きっと、家族のために生きるって誓ったあの日から、覚悟なんてもうとっくの昔に出来ていたんだね。
希だけはなんとしてでも、無事に家に帰すんだ。私はそう決意する。
そのためなら、私がどうなったとしても構うものか。
今の私に出来ること。希の死亡フラグを折るための方法。
たった一つだけ、それだけしか思いつかなかった。
希が私に向かって何かを叫んでいたみたいだ。けれど、なんて言っているかなんて、もう全然聞こえなかった。
大好きよ、希。私は微笑む。
ねえ、希、お姉ちゃんの顔、ちゃんと笑えてる?
「希、今まで、ごめんね」
ゆっくりと、言い聞かせるように希に語りかける。
希の表情が困惑の色に染まっていく。
「私の分まで、希は幸せになって」
希のフラグの光が段々弱くなっていく。
「こんなお姉ちゃんで、ごめんね」
頭の上の死亡フラグ。その文字が、徐々に薄くなっていく。
「お母さんと、それからお父さんにも、ごめんなさいって伝えてね」
希が何か言っている。
ごめんね、そんな泣きそうな顔で言われても、何言ってるのか分かんないよ。
「ねぇ……、希。大好きよ。ずっとずっと」
希が私の腕を掴んで岸の方へと引っ張ろうとする。私はその手を優しく握り返す。
「本当に、希、ありがとう!」
そう言うと同時に、私は渾身の力で希の身体を思い切り突き飛ばした。濁流はもう、すぐそこまで迫ってきていた。
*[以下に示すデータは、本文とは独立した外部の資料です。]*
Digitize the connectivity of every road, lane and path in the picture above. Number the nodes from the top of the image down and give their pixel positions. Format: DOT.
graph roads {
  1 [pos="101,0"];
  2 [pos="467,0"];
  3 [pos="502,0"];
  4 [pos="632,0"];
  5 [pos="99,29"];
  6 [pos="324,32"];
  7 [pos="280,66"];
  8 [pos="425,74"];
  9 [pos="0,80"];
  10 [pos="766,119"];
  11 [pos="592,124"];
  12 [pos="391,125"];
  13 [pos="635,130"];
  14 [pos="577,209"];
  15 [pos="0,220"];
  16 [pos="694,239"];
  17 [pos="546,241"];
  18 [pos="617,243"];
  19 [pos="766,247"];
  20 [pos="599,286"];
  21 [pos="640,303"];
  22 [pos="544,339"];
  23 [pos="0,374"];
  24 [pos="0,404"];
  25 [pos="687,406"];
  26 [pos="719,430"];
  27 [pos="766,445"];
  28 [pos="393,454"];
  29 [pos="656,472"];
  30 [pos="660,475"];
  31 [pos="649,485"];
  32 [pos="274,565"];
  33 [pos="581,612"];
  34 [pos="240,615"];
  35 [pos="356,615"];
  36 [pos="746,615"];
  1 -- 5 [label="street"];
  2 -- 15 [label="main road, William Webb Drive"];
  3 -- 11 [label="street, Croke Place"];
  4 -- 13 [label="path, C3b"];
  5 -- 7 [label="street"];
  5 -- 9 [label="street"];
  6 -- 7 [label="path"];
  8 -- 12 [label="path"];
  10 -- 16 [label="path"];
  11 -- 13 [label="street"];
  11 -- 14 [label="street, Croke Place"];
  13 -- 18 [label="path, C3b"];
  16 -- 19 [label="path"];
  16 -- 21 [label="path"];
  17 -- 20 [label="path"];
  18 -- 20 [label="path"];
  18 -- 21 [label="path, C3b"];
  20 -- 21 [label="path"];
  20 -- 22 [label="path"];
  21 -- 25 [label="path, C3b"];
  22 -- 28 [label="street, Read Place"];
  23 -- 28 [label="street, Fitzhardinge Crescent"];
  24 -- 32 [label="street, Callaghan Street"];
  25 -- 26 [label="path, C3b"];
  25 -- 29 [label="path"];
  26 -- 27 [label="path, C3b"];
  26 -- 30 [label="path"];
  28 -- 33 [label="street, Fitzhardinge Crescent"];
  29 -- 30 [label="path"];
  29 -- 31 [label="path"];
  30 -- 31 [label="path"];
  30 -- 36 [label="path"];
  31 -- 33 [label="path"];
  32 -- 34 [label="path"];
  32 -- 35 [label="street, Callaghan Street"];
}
驚いた顔のまま、希が私からゆっくりと離れていく。それにつれて世界が元通りの速度を取り戻していった。
辺りが眩い光に包まれる。
希の輪郭がその光の中に溶けるようにして、私から遠ざかっていった。
目が眩むほどの輝きの中で、私が最後に見たものは、『死亡』から『生存』に書き換わった、希のフラグだった。